Se siamo dinnanzi, come sembra, ad un mutamento di strategia politico legislativa, nel senso di anticipare l’approvazione del menzionato «lodo» rispetto all’emendamento «blocca processi», e ciò in vista del definitivo accantonamento di quest’ultimo, si tratta di una svolta importante, e per certi aspetti apprezzabile, sia pure secondo la logica (un po’ deprimente) del «male minore». È vero, infatti, che nessuno «scambio» in termini di fungibilità è ammissibile tra l’uno e l’altro dei due progettati interventi legislativi, data l’enorme differenza nei rispettivi contenuti e nei conseguenti effetti (salvo restando, in concreto, un effetto comune ad entrambi, rappresentato dalla loro incidenza sospensiva sul processo milanese per corruzione giudiziaria nell’«affare Mills- Berlusconi»).

Tuttavia è altrettanto innegabile che le anomale ricadute sull’intero ordinamento processuale derivanti dall’infausto emendamento Berselli-Vizzini sarebbero assai più devastanti rispetto a quelle provocate dalla immunità processuale che si vorrebbe attribuire ai quattro «presidenti», attraverso la sospensione dei processi al loro carico (in pratica, nell’attuale momento storico, tali ricadute si produrrebbero soltanto in rapporto al suddetto processo milanese, ed esclusivamente nei confronti dell’imputato Berlusconi a parte gli sviluppi delle inchieste di origine napoletana sull’«affare Saccà-Berlusconi»).

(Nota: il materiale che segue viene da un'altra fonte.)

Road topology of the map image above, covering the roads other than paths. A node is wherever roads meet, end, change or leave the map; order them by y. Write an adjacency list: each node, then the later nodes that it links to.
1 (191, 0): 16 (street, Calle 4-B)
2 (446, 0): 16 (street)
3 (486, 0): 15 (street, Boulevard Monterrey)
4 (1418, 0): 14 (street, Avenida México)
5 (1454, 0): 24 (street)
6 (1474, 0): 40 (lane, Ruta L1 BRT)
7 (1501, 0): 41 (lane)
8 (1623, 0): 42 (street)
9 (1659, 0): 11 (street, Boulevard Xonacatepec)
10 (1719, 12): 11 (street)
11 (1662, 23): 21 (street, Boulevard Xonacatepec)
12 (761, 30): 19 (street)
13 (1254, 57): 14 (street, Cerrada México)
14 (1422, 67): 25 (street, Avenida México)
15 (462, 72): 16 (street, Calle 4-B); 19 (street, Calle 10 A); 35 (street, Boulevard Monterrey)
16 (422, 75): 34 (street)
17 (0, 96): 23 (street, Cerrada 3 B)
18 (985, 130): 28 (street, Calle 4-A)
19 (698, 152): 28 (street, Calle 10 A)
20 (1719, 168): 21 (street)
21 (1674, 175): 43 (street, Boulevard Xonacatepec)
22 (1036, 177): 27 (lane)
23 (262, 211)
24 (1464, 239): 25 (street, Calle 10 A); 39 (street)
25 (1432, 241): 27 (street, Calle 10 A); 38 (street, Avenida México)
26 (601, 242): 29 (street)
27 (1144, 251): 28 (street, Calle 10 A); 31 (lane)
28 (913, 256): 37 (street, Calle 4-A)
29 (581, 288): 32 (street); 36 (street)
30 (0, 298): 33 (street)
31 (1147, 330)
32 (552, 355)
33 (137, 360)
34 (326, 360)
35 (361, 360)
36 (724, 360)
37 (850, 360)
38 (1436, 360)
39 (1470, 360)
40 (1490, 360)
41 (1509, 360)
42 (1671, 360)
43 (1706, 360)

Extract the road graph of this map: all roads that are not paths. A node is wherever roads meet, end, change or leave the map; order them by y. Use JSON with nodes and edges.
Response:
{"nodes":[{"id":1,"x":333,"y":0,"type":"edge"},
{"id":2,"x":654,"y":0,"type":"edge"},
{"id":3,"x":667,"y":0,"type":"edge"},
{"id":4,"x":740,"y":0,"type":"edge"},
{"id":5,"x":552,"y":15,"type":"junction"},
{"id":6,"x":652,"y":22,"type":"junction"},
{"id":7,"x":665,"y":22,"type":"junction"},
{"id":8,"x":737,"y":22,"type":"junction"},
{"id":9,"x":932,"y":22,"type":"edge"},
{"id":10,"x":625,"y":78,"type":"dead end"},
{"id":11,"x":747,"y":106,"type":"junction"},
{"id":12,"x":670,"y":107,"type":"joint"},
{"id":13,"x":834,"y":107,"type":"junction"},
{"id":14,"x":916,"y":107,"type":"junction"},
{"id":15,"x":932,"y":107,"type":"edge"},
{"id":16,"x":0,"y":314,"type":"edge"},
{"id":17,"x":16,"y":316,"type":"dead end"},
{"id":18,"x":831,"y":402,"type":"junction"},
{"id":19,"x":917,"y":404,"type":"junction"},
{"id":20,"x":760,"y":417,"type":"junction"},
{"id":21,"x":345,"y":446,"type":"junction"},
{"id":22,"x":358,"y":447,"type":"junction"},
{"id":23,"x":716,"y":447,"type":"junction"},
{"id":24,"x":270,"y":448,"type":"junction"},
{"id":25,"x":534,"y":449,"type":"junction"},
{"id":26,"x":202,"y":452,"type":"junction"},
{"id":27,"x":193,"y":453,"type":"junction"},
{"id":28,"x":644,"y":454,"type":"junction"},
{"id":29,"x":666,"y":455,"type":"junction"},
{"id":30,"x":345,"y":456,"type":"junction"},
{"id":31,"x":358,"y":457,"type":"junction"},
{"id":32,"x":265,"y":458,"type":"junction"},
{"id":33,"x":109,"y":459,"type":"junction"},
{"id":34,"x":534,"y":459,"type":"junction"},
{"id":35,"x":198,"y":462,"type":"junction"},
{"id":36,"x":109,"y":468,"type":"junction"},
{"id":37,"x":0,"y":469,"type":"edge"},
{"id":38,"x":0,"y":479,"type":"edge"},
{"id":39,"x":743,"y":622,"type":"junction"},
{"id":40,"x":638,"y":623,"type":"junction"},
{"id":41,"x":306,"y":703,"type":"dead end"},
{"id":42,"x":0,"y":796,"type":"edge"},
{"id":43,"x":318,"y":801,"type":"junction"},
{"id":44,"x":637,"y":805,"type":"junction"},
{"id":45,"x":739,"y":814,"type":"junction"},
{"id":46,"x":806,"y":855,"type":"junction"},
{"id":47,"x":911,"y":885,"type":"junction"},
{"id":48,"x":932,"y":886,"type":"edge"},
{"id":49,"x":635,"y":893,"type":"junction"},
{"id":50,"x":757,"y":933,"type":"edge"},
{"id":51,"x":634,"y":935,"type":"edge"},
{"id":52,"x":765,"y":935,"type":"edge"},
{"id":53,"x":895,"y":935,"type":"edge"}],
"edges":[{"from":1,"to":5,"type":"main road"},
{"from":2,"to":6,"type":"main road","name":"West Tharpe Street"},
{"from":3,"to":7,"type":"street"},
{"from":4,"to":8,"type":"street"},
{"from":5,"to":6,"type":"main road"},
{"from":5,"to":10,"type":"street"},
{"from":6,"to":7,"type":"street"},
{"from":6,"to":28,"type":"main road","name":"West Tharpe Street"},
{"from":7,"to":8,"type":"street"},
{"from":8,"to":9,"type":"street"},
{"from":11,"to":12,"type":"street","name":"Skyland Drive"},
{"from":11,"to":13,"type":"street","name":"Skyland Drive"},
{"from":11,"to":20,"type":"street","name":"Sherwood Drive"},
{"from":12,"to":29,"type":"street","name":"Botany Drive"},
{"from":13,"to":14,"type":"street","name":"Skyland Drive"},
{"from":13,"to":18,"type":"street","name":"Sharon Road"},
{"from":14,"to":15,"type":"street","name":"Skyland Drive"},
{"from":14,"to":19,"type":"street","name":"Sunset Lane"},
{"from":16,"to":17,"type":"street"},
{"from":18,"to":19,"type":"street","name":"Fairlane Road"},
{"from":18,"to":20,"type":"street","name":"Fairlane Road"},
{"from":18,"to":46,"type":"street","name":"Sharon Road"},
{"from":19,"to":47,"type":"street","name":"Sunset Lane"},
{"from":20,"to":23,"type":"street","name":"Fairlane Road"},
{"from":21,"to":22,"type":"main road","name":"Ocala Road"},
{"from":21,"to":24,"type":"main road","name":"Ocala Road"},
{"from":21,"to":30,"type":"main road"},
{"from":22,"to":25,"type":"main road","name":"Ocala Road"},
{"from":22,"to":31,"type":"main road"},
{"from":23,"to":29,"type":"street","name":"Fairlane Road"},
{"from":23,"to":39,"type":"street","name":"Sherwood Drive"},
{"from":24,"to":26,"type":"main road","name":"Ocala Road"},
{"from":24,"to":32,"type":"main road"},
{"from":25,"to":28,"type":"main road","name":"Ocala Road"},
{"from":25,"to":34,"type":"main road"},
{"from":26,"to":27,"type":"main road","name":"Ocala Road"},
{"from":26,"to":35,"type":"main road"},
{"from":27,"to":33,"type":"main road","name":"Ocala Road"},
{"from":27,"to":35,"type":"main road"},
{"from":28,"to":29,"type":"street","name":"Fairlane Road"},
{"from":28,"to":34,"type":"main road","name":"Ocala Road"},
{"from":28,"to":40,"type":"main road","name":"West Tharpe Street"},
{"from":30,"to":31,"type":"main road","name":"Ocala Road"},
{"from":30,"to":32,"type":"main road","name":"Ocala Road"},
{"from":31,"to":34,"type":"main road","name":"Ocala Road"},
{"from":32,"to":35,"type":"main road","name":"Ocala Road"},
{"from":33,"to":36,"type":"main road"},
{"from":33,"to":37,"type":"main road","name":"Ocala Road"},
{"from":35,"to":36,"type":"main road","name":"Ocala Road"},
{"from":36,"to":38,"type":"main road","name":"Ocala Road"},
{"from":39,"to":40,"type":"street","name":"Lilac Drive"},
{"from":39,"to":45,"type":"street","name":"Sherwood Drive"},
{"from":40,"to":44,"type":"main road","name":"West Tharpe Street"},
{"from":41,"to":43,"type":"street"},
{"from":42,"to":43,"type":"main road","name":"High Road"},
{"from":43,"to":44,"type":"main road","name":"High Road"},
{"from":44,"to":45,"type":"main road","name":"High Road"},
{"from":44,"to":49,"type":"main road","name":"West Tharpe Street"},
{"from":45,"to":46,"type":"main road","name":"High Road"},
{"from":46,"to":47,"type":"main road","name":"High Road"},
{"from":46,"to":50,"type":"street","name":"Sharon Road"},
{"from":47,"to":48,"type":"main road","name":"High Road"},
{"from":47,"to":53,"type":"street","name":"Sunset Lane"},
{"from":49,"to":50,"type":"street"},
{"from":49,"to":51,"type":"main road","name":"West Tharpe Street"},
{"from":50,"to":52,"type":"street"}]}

Stando così le cose, e cioè ragionando entro un quadro politico in cui la forza dei numeri della maggioranza potrebbe condurre a qualunque epilogo, anche di allarmante gravità, quella che si va profilando sembra essere la via d’uscita meno traumatica.

[…]”

La via d’uscita meno traumatica… Ecco a cos’è stato ridotto il parlamento italiano. In realtà, quando qualcuno, da una posizione di forza, impone il suo volere a qualcun’altro più debole, direi che siamo di fronte a un “ricatto”, semplice semplice. Ma, dicono, la maggioranza dei cittadini ha deciso così e quindi va tutto bene. Chissà se l’ultimo Re aveva la stessa immunità? I grandi mezzi d’informazione si sono guardati bene da spiegarlo, ma la norma che ieri il senato ha approvato, in astratto rende immuni quattro persone, per il solo fatto di rivestire una carica pro tempore (unica differenza con i Re, che ce l’avevano a vita), dalla legge penale che vale invece per tutti gli altri e, in pratica, li mette al di sopra da conseguenze dolorose anche se commettessero un omicidio. Se a voi questo sembra normale… benvenuti nella prima R.D.R.L., repubblica democratica a responsabilità limitata (per quattro), dove nei Tribunali sarà enunciato in bella vista: “La legge è uguale per (quasi) tutti”.